(Extracted records)
■ ■ ■ ■ ■

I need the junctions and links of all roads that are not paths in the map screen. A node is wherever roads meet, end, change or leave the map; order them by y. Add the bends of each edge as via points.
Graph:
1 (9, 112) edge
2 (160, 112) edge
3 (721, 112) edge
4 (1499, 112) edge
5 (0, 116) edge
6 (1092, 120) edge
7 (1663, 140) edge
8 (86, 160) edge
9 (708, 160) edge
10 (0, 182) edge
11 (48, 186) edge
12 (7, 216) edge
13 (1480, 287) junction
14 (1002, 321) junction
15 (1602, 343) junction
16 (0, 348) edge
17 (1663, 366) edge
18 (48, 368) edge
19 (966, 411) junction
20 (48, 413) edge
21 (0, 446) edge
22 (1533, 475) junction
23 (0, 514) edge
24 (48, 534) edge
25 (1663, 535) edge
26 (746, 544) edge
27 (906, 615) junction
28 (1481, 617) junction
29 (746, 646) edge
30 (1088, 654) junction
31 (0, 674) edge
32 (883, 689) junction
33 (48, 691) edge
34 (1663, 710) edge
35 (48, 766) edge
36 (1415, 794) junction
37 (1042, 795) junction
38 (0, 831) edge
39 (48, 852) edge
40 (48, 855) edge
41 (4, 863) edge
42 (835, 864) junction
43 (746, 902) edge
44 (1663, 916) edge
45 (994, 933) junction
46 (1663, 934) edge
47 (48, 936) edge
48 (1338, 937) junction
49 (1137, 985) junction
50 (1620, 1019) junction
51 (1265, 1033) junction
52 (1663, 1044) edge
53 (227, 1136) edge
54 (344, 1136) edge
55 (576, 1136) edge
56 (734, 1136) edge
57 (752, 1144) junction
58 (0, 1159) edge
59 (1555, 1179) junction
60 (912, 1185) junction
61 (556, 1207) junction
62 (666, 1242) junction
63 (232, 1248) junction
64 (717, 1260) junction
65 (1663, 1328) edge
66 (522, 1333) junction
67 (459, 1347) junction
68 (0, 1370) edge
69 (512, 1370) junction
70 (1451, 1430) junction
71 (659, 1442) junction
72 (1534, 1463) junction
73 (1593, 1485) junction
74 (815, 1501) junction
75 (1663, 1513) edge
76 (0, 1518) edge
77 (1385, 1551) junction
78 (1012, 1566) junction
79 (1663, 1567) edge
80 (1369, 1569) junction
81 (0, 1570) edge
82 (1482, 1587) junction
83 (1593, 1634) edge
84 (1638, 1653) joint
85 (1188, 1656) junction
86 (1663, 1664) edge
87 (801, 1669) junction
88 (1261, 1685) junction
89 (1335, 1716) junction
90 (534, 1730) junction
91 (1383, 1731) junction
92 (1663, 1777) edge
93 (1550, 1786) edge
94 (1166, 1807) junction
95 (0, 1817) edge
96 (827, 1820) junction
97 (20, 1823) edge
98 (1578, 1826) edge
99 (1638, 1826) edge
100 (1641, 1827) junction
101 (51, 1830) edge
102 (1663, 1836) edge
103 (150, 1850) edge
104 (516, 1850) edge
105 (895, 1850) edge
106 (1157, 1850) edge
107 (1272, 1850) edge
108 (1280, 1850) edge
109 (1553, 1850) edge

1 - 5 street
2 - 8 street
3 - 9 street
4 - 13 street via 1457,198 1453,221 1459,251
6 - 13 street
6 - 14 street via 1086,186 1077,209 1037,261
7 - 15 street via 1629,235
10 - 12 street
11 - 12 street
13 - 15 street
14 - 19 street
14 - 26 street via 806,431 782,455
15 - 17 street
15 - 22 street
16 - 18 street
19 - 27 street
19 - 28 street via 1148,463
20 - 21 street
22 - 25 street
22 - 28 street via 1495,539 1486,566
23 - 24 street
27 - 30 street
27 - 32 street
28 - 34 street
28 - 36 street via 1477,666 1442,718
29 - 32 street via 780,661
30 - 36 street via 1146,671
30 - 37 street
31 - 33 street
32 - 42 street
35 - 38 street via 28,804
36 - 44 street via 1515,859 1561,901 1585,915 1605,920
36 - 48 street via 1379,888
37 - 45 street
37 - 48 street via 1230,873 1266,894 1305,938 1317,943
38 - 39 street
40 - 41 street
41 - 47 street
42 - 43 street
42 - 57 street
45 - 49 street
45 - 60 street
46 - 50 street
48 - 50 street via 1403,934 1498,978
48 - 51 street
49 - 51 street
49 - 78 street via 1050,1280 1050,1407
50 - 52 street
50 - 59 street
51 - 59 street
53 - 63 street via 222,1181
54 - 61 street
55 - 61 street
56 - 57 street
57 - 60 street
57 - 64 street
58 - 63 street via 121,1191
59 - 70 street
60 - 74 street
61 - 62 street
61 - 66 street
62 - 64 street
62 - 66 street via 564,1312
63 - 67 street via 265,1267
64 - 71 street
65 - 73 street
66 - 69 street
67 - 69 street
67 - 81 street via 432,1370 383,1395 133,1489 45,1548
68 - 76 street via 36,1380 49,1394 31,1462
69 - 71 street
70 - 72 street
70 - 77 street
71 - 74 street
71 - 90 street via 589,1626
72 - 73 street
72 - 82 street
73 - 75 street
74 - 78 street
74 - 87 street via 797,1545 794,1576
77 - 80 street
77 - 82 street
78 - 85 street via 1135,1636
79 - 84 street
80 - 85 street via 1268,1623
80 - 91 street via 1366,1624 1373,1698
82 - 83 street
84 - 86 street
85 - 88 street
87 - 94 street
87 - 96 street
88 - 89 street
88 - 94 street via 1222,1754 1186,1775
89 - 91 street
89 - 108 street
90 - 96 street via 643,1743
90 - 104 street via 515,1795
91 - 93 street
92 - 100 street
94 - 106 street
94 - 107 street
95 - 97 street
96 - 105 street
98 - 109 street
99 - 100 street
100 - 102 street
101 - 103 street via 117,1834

■ ■ ■ ■ ■

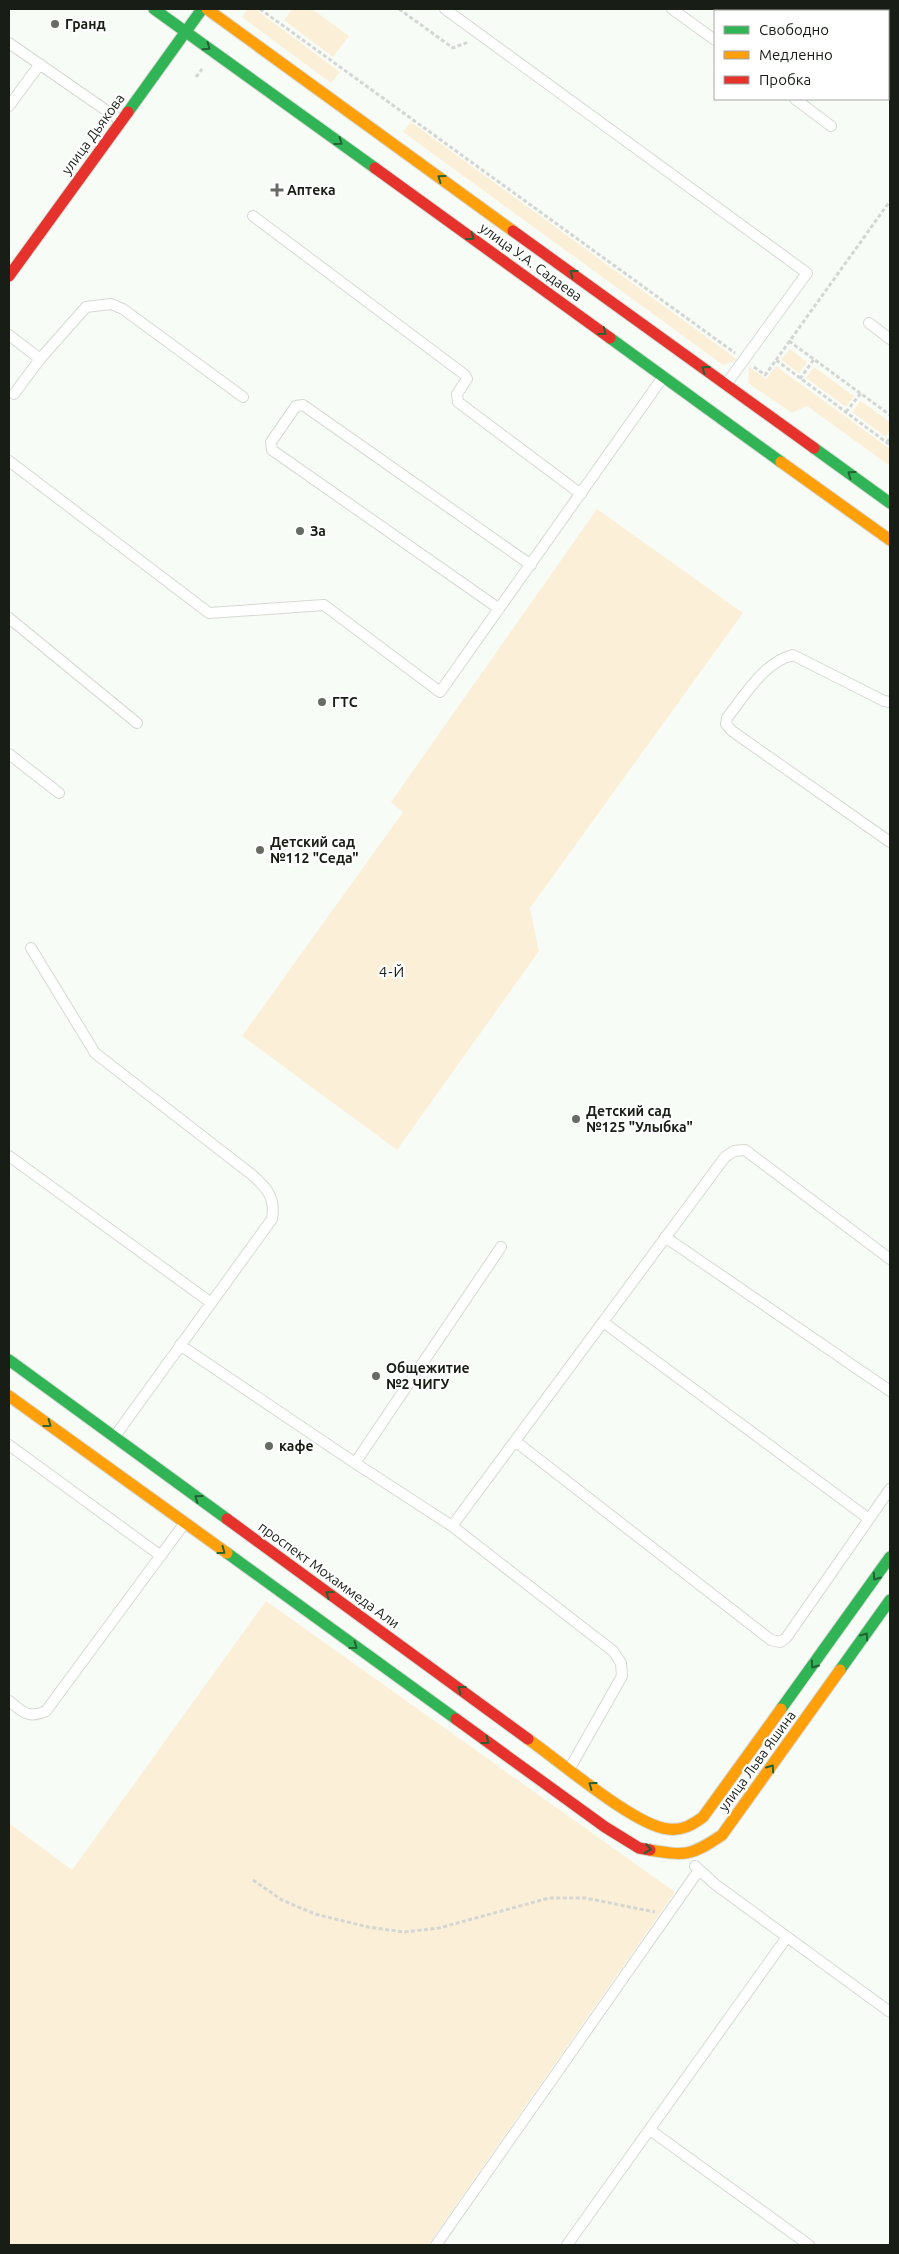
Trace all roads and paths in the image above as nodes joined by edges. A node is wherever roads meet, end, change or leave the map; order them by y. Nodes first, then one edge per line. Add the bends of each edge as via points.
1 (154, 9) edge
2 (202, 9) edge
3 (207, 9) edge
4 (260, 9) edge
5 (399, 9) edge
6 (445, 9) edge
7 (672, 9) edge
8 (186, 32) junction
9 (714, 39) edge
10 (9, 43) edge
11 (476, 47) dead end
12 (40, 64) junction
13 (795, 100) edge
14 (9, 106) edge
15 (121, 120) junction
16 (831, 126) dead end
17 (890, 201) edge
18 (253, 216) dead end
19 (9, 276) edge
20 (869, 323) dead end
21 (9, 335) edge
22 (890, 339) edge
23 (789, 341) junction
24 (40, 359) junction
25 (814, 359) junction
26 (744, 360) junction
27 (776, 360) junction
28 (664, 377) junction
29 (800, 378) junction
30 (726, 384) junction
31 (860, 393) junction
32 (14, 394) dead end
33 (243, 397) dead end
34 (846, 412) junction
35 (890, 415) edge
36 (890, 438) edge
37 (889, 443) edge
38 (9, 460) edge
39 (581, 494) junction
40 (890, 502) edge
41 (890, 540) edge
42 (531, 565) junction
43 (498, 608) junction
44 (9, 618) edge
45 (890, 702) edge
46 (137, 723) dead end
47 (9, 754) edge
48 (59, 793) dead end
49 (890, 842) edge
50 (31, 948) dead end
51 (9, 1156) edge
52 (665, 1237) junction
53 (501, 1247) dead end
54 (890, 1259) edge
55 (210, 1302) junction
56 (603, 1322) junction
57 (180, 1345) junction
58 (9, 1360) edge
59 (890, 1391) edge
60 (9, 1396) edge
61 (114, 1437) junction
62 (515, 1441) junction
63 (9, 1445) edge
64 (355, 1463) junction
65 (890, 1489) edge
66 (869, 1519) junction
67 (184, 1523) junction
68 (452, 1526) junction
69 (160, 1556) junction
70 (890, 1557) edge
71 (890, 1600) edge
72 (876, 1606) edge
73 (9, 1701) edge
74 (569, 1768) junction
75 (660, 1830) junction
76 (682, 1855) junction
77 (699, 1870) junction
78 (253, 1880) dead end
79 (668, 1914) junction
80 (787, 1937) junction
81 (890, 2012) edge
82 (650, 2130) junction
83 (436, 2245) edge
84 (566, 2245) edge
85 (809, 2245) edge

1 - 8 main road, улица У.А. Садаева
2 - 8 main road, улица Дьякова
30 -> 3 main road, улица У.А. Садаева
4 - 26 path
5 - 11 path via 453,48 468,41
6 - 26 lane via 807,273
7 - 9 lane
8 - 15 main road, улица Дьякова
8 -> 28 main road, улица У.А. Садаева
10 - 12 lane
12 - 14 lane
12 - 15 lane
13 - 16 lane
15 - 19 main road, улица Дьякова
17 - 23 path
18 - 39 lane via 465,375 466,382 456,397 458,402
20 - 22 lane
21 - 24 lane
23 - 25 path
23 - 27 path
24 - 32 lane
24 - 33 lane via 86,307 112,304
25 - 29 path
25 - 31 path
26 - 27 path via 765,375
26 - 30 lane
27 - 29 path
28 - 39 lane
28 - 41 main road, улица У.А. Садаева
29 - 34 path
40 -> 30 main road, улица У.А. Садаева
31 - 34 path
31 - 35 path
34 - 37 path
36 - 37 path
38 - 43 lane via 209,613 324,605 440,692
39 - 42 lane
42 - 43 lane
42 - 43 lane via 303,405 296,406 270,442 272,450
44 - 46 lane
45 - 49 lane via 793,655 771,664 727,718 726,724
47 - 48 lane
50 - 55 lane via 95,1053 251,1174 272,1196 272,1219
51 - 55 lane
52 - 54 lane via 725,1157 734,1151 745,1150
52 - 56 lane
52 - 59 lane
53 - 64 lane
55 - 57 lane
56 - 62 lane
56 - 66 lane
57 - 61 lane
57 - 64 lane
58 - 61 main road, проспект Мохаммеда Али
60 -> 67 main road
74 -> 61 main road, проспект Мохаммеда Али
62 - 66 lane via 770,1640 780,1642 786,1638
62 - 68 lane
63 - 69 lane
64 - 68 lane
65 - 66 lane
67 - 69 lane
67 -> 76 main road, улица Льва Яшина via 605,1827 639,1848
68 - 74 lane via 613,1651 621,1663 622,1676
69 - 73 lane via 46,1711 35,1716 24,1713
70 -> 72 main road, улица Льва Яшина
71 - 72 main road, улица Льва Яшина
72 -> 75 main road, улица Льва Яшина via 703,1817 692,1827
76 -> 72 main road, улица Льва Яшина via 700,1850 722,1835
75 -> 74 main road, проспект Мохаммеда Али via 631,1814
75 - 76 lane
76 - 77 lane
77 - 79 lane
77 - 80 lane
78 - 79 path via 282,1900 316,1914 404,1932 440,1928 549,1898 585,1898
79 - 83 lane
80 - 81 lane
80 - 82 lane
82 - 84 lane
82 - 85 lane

■ ■ ■ ■ ■

### What to produce
Pull every line with the word "wherever" from the data.

### Task result
I need the junctions and links of all roads that are not paths in the map screen. A node is wherever roads meet, end, change or leave the map; order them by y. Add the bends of each edge as via points.
Trace all roads and paths in the image above as nodes joined by edges. A node is wherever roads meet, end, change or leave the map; order them by y. Nodes first, then one edge per line. Add the bends of each edge as via points.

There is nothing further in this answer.